- PROBLEM REQUIREMENTS -
Take the material below and restate it word for word, stopping after the line in which "height:4.5px; margin:-2.25px; padding:0" occurs.

- RECORDS SHOWN -
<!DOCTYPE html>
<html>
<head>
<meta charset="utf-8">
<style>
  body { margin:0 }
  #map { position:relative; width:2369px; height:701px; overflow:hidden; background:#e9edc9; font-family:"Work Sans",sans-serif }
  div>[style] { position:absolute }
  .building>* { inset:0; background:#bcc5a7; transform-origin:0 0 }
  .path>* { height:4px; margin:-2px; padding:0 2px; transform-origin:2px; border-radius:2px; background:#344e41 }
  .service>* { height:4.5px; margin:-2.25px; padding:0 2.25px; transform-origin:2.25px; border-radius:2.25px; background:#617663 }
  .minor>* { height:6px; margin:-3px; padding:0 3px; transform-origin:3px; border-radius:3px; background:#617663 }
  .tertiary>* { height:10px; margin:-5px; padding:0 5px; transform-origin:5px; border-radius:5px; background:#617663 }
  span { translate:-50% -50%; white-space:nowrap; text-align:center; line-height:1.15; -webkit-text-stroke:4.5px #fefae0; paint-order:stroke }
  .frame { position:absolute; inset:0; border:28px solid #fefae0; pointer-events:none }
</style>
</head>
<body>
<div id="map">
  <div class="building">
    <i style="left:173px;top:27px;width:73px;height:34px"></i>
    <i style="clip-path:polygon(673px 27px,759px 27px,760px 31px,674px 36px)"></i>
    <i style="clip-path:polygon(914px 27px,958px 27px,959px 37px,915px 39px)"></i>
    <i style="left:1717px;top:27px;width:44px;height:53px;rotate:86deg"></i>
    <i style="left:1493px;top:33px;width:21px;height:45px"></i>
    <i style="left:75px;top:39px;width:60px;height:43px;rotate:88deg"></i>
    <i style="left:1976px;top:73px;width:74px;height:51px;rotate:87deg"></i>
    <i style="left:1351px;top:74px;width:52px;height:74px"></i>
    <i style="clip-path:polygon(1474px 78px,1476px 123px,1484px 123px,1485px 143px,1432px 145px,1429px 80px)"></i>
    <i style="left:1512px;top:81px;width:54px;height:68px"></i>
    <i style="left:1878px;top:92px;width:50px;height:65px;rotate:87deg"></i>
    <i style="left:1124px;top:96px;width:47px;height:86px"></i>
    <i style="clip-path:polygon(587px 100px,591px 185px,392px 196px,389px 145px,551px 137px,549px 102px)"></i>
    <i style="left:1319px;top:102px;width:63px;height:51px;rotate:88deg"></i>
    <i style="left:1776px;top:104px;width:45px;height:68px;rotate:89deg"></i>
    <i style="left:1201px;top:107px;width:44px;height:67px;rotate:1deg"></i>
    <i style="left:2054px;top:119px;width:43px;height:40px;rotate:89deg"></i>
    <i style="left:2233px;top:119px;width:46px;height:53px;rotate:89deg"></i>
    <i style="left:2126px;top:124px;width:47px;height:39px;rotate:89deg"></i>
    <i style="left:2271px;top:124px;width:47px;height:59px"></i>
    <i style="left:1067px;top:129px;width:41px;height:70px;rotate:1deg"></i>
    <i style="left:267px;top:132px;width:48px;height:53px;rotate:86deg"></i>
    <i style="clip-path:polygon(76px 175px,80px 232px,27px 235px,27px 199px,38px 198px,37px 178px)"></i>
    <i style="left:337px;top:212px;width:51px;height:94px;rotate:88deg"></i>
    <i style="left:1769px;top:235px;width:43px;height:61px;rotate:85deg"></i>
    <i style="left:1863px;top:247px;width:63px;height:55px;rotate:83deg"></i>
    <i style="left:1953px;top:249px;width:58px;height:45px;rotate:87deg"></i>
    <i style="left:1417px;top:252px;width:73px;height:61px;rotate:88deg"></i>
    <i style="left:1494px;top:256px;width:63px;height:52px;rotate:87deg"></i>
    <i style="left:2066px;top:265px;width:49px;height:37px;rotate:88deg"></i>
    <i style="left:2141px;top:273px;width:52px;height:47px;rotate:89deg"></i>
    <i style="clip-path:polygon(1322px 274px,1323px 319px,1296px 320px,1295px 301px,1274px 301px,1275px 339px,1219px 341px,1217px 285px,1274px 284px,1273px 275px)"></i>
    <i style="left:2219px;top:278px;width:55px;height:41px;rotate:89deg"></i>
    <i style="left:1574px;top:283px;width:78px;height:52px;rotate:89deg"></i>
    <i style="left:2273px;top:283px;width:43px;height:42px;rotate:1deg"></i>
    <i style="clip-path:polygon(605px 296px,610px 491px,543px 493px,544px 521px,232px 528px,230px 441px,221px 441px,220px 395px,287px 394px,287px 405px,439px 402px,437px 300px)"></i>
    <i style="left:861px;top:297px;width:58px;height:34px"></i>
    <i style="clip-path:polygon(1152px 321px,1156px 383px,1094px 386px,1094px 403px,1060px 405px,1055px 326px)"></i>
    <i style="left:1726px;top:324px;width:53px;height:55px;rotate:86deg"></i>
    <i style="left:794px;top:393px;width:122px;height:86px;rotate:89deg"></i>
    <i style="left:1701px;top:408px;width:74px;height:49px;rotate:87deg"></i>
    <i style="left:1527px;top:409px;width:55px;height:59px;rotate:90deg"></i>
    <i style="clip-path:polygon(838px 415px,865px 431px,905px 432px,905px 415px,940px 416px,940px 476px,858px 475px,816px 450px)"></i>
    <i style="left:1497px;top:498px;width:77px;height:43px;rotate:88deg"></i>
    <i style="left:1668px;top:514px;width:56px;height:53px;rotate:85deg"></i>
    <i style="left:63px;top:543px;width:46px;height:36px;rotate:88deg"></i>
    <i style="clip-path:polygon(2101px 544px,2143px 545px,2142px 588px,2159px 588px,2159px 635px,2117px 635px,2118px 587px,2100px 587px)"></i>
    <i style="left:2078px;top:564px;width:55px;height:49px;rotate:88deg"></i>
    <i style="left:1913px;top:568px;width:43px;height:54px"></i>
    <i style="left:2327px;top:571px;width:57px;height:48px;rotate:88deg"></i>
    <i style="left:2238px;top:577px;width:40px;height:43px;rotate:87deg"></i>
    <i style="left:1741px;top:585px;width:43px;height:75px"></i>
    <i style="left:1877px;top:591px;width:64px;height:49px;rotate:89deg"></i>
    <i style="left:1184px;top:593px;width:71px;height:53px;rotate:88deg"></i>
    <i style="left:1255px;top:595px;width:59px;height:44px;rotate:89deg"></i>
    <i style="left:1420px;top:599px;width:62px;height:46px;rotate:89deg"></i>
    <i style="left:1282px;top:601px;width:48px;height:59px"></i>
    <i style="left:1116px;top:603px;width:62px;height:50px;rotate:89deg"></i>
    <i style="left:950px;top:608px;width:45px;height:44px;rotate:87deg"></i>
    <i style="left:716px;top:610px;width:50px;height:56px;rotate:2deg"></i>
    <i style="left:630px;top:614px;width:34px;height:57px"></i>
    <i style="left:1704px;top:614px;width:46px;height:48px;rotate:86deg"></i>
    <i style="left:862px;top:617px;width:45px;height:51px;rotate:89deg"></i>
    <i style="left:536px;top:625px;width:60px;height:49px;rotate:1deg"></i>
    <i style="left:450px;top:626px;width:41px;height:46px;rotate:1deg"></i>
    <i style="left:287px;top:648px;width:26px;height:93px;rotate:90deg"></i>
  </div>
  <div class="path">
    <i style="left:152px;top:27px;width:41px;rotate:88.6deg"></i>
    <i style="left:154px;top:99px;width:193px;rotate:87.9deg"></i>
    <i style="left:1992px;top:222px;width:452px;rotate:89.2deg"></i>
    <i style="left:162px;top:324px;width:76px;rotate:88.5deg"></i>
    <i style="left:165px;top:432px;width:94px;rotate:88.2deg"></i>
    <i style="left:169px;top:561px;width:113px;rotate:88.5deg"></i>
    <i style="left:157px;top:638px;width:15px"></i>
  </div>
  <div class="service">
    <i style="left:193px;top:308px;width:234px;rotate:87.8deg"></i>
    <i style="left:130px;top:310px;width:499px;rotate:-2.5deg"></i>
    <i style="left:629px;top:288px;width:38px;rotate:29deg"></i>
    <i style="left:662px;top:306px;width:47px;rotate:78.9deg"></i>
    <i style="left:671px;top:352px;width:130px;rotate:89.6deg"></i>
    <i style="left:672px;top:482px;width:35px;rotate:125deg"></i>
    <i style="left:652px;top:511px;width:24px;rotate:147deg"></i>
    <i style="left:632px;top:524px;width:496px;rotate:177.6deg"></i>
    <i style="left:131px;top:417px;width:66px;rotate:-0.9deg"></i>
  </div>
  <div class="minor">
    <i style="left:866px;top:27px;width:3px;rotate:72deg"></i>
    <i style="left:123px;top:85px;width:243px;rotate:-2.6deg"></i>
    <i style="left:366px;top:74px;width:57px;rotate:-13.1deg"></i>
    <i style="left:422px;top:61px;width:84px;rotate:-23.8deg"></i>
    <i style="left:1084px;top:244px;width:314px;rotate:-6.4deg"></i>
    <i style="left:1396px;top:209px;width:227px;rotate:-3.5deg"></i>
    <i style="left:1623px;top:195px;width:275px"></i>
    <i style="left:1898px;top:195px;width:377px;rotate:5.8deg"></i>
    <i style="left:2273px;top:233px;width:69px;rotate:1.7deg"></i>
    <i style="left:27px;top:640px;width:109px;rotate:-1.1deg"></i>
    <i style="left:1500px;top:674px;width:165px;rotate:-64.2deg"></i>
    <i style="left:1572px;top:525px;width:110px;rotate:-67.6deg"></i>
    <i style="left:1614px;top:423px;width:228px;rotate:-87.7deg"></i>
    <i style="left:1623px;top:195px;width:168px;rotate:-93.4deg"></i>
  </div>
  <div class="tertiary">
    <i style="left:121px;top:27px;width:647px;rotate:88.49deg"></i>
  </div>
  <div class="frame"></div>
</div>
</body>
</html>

- TASK OUTPUT -
<!DOCTYPE html>
<html>
<head>
<meta charset="utf-8">
<style>
  body { margin:0 }
  #map { position:relative; width:2369px; height:701px; overflow:hidden; background:#e9edc9; font-family:"Work Sans",sans-serif }
  div>[style] { position:absolute }
  .building>* { inset:0; background:#bcc5a7; transform-origin:0 0 }
  .path>* { height:4px; margin:-2px; padding:0 2px; transform-origin:2px; border-radius:2px; background:#344e41 }
  .service>* { height:4.5px; margin:-2.25px; padding:0 2.25px; transform-origin:2.25px; border-radius:2.25px; background:#617663 }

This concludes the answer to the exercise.